Consultado sobre las elecciones de EEUU, dijo que "Kerry es un hombre de izquierdas. Representa a la América tolerante, cosmopolita y abierta". Si eso fue una crítica a Bush y a la guerra de Irak, se le olvidó decir que Kerry la apoyó tanto o más que el propio Bush, y que no tenía ninguna intención de abandonar los combates. Y vale recordar que, al ex presidente demócrata que lo apoyó, Bill Clinton, no le temblaba el pulso a la hora de bombardear Bagdad, tarea que cumplió casi ininterrumpidamente durante sus ocho años de mandato.
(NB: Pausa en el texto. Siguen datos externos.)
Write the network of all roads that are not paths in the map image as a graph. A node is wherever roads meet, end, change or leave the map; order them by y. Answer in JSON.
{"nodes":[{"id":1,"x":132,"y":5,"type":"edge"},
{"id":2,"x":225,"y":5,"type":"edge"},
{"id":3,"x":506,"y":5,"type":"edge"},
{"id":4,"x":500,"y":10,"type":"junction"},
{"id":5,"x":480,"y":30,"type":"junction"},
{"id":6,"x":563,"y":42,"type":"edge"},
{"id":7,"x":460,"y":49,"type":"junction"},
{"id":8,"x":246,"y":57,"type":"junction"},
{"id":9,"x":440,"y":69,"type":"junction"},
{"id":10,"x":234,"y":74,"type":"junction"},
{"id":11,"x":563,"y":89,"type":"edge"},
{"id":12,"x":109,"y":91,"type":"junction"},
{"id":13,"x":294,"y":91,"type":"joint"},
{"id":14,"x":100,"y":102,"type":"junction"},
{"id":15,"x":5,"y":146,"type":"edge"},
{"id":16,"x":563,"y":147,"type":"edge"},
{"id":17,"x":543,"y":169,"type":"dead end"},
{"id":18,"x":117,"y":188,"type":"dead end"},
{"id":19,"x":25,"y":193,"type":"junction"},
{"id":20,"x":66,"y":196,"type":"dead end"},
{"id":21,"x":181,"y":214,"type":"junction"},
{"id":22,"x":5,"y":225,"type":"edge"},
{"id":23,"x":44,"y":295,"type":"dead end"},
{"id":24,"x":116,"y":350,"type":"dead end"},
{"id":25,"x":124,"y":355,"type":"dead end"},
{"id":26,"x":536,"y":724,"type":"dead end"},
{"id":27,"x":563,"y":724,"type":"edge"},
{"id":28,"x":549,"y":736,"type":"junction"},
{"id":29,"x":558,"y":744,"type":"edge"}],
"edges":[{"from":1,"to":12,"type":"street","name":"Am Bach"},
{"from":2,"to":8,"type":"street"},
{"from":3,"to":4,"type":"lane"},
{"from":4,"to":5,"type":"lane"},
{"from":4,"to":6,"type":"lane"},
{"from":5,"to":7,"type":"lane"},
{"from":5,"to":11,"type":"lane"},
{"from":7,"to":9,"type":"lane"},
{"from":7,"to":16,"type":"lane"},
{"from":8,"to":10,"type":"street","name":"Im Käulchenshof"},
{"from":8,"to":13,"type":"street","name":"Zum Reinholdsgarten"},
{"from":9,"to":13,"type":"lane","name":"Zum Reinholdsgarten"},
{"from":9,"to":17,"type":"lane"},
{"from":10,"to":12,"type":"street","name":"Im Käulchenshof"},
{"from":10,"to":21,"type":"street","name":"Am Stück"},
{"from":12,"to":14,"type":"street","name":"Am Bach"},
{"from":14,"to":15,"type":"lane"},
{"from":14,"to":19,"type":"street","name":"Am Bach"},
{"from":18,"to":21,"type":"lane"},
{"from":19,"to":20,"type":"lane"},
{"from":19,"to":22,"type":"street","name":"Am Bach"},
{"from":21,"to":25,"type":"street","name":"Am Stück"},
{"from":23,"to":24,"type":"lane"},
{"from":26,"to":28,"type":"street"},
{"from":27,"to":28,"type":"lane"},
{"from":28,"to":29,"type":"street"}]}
Pero lo más jugoso fueron las declaraciones de este dinosaurio intelectual sobre Cuba. Dijo que apoyaba al régimen dictatorial de Castro porque "es difícil encontrar una ciudad más segura que La Habana. Si pasea por otra ciudad de esa parte del mundo, no se va a sentir tan cómodo". Normal: donde no hay nada para robar no existe la delincuencia. Además, en las ciudades como La Habana, donde existe un floreciente mercado de turismo sexual y prostitución infantil, las mafias del Comandante se encargan muy bien de que ningún avispado estropeé el negocio.
Pero Ramonet es tan castrista que ni siquiera admite que hay represión en la isla: "No existe represión. Las cosas se confunden". Y agrega la frase más célebre: "No hay libertad política, pero sí otro tipo de libertades". Es decir, según Ramonet, se puede vivir amordazado y perseguido, ser encarcelado y torturado por pensar distinto, y aún así, ser "algo" libre.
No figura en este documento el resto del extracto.